[Start of Attachment]

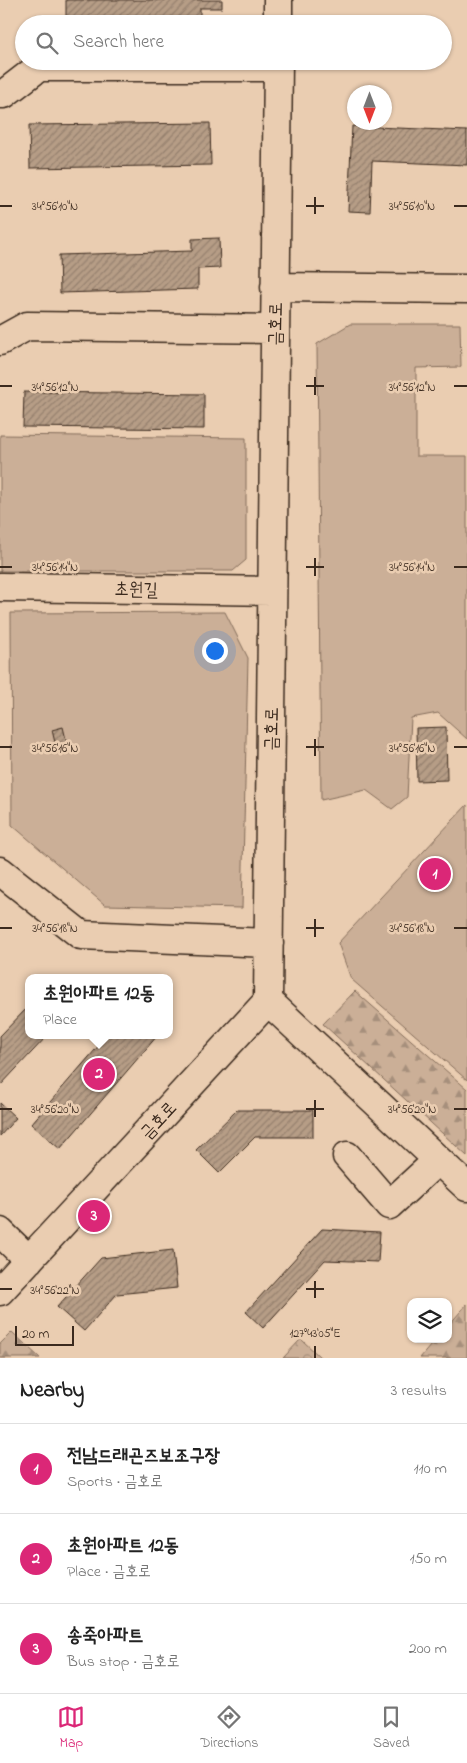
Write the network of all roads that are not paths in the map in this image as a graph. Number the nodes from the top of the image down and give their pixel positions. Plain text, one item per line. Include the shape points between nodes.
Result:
1 (278, 0) edge
2 (278, 15) edge
3 (35, 70) edge
4 (278, 70) edge
5 (0, 94) edge
6 (275, 287) junction
7 (467, 289) edge
8 (275, 329) junction
9 (0, 341) edge
10 (0, 587) edge
11 (272, 591) junction
12 (0, 872) edge
13 (269, 943) junction
14 (268, 1001) junction
15 (347, 1156) dead end
16 (438, 1160) junction
17 (467, 1187) edge
18 (0, 1232) edge
19 (29, 1260) junction
20 (0, 1291) edge

1 - 2 street
3 - 5 street
4 - 6 street, 금호로
6 - 7 street
6 - 8 street, 금호로
8 - 9 street via 27,326
8 - 11 street, 금호로
10 - 11 street, 초원길
11 - 13 street, 금호로
12 - 13 street via 81,935
13 - 14 street, 금호로
14 - 16 street
14 - 19 street, 금호로
15 - 16 street via 389,1205
16 - 17 street
18 - 19 street
19 - 20 street, 금호로

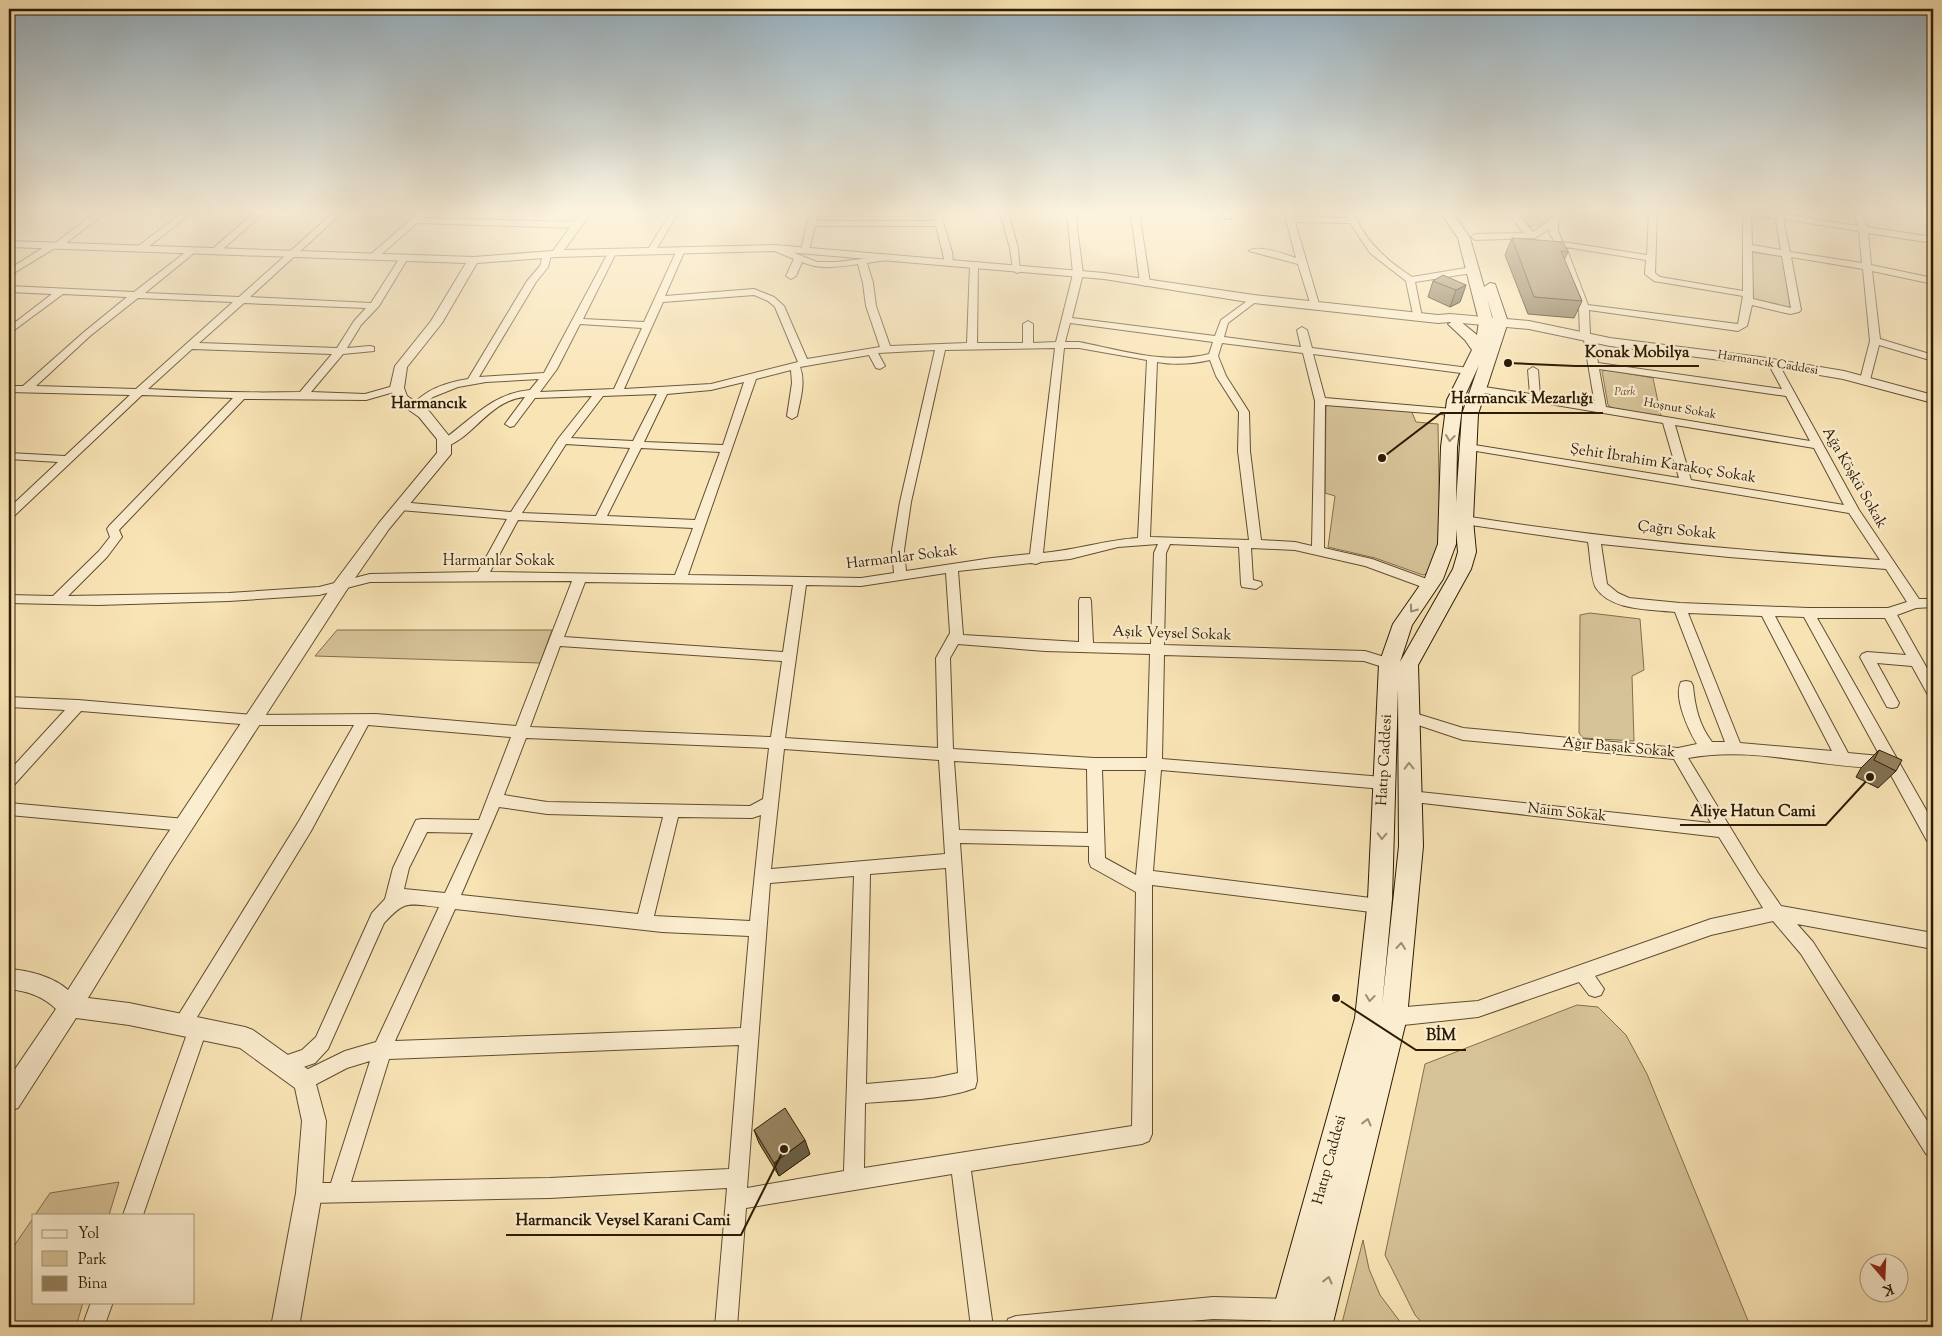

[End of Attachment]

### EXERCISE OBJECTIVE
Your answer must contain the full data, repeated exactly, without pictures.

### YOUR RESPONSE
Write the network of all roads that are not paths in the map in this image as a graph. Number the nodes from the top of the image down and give their pixel positions. Plain text, one item per line. Include the shape points between nodes.
Result:
1 (278, 0) edge
2 (278, 15) edge
3 (35, 70) edge
4 (278, 70) edge
5 (0, 94) edge
6 (275, 287) junction
7 (467, 289) edge
8 (275, 329) junction
9 (0, 341) edge
10 (0, 587) edge
11 (272, 591) junction
12 (0, 872) edge
13 (269, 943) junction
14 (268, 1001) junction
15 (347, 1156) dead end
16 (438, 1160) junction
17 (467, 1187) edge
18 (0, 1232) edge
19 (29, 1260) junction
20 (0, 1291) edge

1 - 2 street
3 - 5 street
4 - 6 street, 금호로
6 - 7 street
6 - 8 street, 금호로
8 - 9 street via 27,326
8 - 11 street, 금호로
10 - 11 street, 초원길
11 - 13 street, 금호로
12 - 13 street via 81,935
13 - 14 street, 금호로
14 - 16 street
14 - 19 street, 금호로
15 - 16 street via 389,1205
16 - 17 street
18 - 19 street
19 - 20 street, 금호로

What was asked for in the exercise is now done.